Source data section start

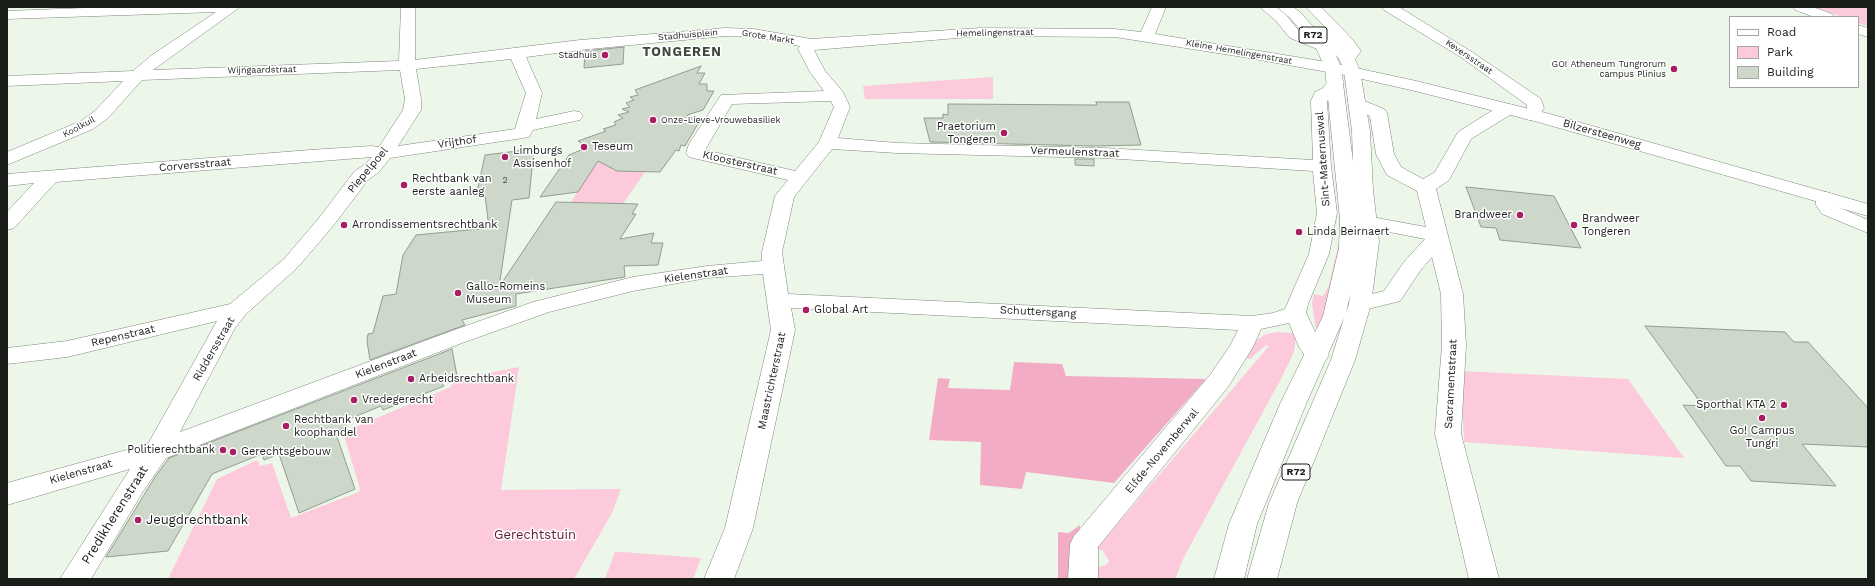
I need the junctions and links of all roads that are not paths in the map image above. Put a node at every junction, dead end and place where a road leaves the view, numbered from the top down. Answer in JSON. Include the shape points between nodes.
{"nodes":[{"id":1,"x":233,"y":7,"type":"edge"},
{"id":2,"x":408,"y":7,"type":"edge"},
{"id":3,"x":1159,"y":7,"type":"edge"},
{"id":4,"x":1267,"y":7,"type":"edge"},
{"id":5,"x":1284,"y":7,"type":"edge"},
{"id":6,"x":1297,"y":7,"type":"edge"},
{"id":7,"x":1313,"y":7,"type":"edge"},
{"id":8,"x":1389,"y":7,"type":"edge"},
{"id":9,"x":1800,"y":7,"type":"edge"},
{"id":10,"x":7,"y":15,"type":"edge"},
{"id":11,"x":1823,"y":16,"type":"edge"},
{"id":12,"x":724,"y":32,"type":"joint"},
{"id":13,"x":1146,"y":37,"type":"junction"},
{"id":14,"x":811,"y":44,"type":"junction"},
{"id":15,"x":1322,"y":46,"type":"junction"},
{"id":16,"x":517,"y":54,"type":"junction"},
{"id":17,"x":407,"y":65,"type":"junction"},
{"id":18,"x":1342,"y":70,"type":"junction"},
{"id":19,"x":138,"y":75,"type":"junction"},
{"id":20,"x":7,"y":81,"type":"edge"},
{"id":21,"x":837,"y":96,"type":"junction"},
{"id":22,"x":1357,"y":103,"type":"junction"},
{"id":23,"x":1507,"y":109,"type":"junction"},
{"id":24,"x":1531,"y":115,"type":"junction"},
{"id":25,"x":574,"y":116,"type":"dead end"},
{"id":26,"x":526,"y":126,"type":"junction"},
{"id":27,"x":827,"y":143,"type":"junction"},
{"id":28,"x":384,"y":153,"type":"junction"},
{"id":29,"x":7,"y":159,"type":"edge"},
{"id":30,"x":1322,"y":166,"type":"junction"},
{"id":31,"x":50,"y":177,"type":"junction"},
{"id":32,"x":799,"y":177,"type":"junction"},
{"id":33,"x":7,"y":180,"type":"edge"},
{"id":34,"x":1426,"y":188,"type":"junction"},
{"id":35,"x":1826,"y":198,"type":"junction"},
{"id":36,"x":1868,"y":210,"type":"edge"},
{"id":37,"x":1359,"y":221,"type":"junction"},
{"id":38,"x":7,"y":224,"type":"edge"},
{"id":39,"x":1868,"y":227,"type":"edge"},
{"id":40,"x":1439,"y":236,"type":"junction"},
{"id":41,"x":291,"y":263,"type":"joint"},
{"id":42,"x":772,"y":267,"type":"junction"},
{"id":43,"x":779,"y":301,"type":"junction"},
{"id":44,"x":1360,"y":304,"type":"junction"},
{"id":45,"x":238,"y":309,"type":"junction"},
{"id":46,"x":1295,"y":313,"type":"junction"},
{"id":47,"x":1252,"y":323,"type":"junction"},
{"id":48,"x":1317,"y":355,"type":"junction"},
{"id":49,"x":7,"y":356,"type":"edge"},
{"id":50,"x":157,"y":450,"type":"junction"},
{"id":51,"x":7,"y":494,"type":"edge"},
{"id":52,"x":75,"y":579,"type":"edge"},
{"id":53,"x":719,"y":579,"type":"edge"},
{"id":54,"x":1083,"y":579,"type":"edge"},
{"id":55,"x":1228,"y":579,"type":"edge"},
{"id":56,"x":1262,"y":579,"type":"edge"},
{"id":57,"x":1484,"y":579,"type":"edge"}],
"edges":[{"from":1,"to":10,"type":"street"},
{"from":1,"to":19,"type":"street","name":"Koolkuil","via":[[158,58]]},
{"from":2,"to":17,"type":"street","name":"Piepelpoel"},
{"from":3,"to":13,"type":"street"},
{"from":4,"to":15,"type":"street","via":[[1281,18],[1295,35]]},
{"from":5,"to":15,"type":"street","number":"R72","via":[[1295,15]]},
{"from":6,"to":18,"type":"street","number":"R72","via":[[1331,38]]},
{"from":7,"to":18,"type":"street","via":[[1353,51]]},
{"from":8,"to":24,"type":"street","name":"Keversstraat","via":[[1467,55],[1535,102],[1536,108]]},
{"from":9,"to":11,"type":"street"},
{"from":12,"to":14,"type":"street","name":"Grote Markt","via":[[754,33]]},
{"from":12,"to":16,"type":"street","name":"Stadhuisplein","via":[[580,45]]},
{"from":13,"to":14,"type":"street","name":"Hemelingenstraat","via":[[1085,32],[981,32]]},
{"from":13,"to":18,"type":"street","name":"Kleine Hemelingenstraat"},
{"from":14,"to":21,"type":"street","via":[[806,49],[818,72]]},
{"from":15,"to":18,"type":"street","number":"R72"},
{"from":16,"to":17,"type":"street","name":"Wijngaardstraat"},
{"from":16,"to":26,"type":"street","via":[[534,93]]},
{"from":17,"to":19,"type":"street","name":"Wijngaardstraat"},
{"from":17,"to":28,"type":"street","name":"Piepelpoel","via":[[413,99],[412,110]]},
{"from":18,"to":22,"type":"street","name":"Sint-Maternuswal","number":"R72"},
{"from":18,"to":23,"type":"street","name":"Bilzersteenweg"},
{"from":18,"to":30,"type":"street","name":"Sint-Maternuswal","via":[[1329,92],[1320,96]]},
{"from":18,"to":37,"type":"street","name":"Sint-Maternuswal","number":"R72"},
{"from":19,"to":20,"type":"street","name":"Wijngaardstraat"},
{"from":19,"to":29,"type":"street","name":"Koolkuil","via":[[102,114],[87,125]]},
{"from":21,"to":27,"type":"street","name":"Maastrichterstraat","via":[[842,107]]},
{"from":21,"to":32,"type":"street","name":"Kloosterstraat","via":[[727,95],[695,152]]},
{"from":22,"to":34,"type":"street","via":[[1378,113],[1385,154],[1394,171]]},
{"from":22,"to":37,"type":"street","name":"Sint-Maternuswal","number":"R72","via":[[1361,131],[1363,190]]},
{"from":23,"to":24,"type":"street","name":"Bilzersteenweg"},
{"from":23,"to":34,"type":"street","via":[[1464,136],[1442,176]]},
{"from":24,"to":35,"type":"street","name":"Bilzersteenweg"},
{"from":25,"to":26,"type":"street"},
{"from":26,"to":28,"type":"street","name":"Vrijthof","via":[[523,133]]},
{"from":27,"to":30,"type":"street","name":"Vermeulenstraat","via":[[897,148],[1104,153]]},
{"from":27,"to":32,"type":"street","name":"Maastrichterstraat"},
{"from":28,"to":31,"type":"street","name":"Corversstraat","via":[[371,151],[310,154]]},
{"from":28,"to":41,"type":"street","name":"Piepelpoel","via":[[372,168],[361,176]]},
{"from":30,"to":46,"type":"street","name":"Sint-Maternuswal","via":[[1327,213],[1319,254]]},
{"from":31,"to":33,"type":"street","name":"Corversstraat"},
{"from":31,"to":38,"type":"street"},
{"from":32,"to":42,"type":"street","name":"Maastrichterstraat","via":[[785,196],[772,252]]},
{"from":34,"to":40,"type":"street","name":"Sacramentstraat"},
{"from":35,"to":36,"type":"street","name":"Bilzersteenweg"},
{"from":35,"to":39,"type":"street","via":[[1829,210]]},
{"from":37,"to":40,"type":"street"},
{"from":37,"to":44,"type":"street","name":"Sint-Maternuswal","number":"R72","via":[[1369,242]]},
{"from":37,"to":48,"type":"street","name":"Sint-Maternuswal","number":"R72","via":[[1349,248],[1344,280],[1334,316]]},
{"from":40,"to":44,"type":"street","via":[[1412,267],[1392,296]]},
{"from":40,"to":57,"type":"street","name":"Sacramentstraat","via":[[1452,294],[1454,345],[1448,434]]},
{"from":41,"to":45,"type":"street","name":"Riddersstraat"},
{"from":42,"to":43,"type":"street","name":"Maastrichterstraat"},
{"from":42,"to":50,"type":"street","name":"Kielenstraat","via":[[707,272],[633,284],[541,308],[454,338]]},
{"from":43,"to":47,"type":"street","name":"Schuttersgang"},
{"from":43,"to":53,"type":"street","name":"Maastrichterstraat","via":[[783,330],[780,349],[739,528]]},
{"from":44,"to":56,"type":"street","number":"R72","via":[[1343,360],[1283,503]]},
{"from":45,"to":49,"type":"street","name":"Repenstraat","via":[[67,349]]},
{"from":45,"to":50,"type":"street","name":"Riddersstraat"},
{"from":46,"to":47,"type":"street","name":"Schuttersgang","via":[[1276,320]]},
{"from":46,"to":48,"type":"street"},
{"from":47,"to":54,"type":"street","name":"Elfde-Novemberwal","via":[[1241,347],[1219,381],[1084,544]]},
{"from":48,"to":55,"type":"street","number":"R72","via":[[1293,404],[1243,524]]},
{"from":50,"to":51,"type":"street","name":"Kielenstraat"},
{"from":50,"to":52,"type":"street","name":"Predikherenstraat"}]}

Source data section end

* Aim of the task
In the entries above, find lines with "Kielenstraat" and copy each.

* Exercise result
{"from":42,"to":50,"type":"street","name":"Kielenstraat","via":[[707,272],[633,284],[541,308],[454,338]]},
{"from":50,"to":51,"type":"street","name":"Kielenstraat"},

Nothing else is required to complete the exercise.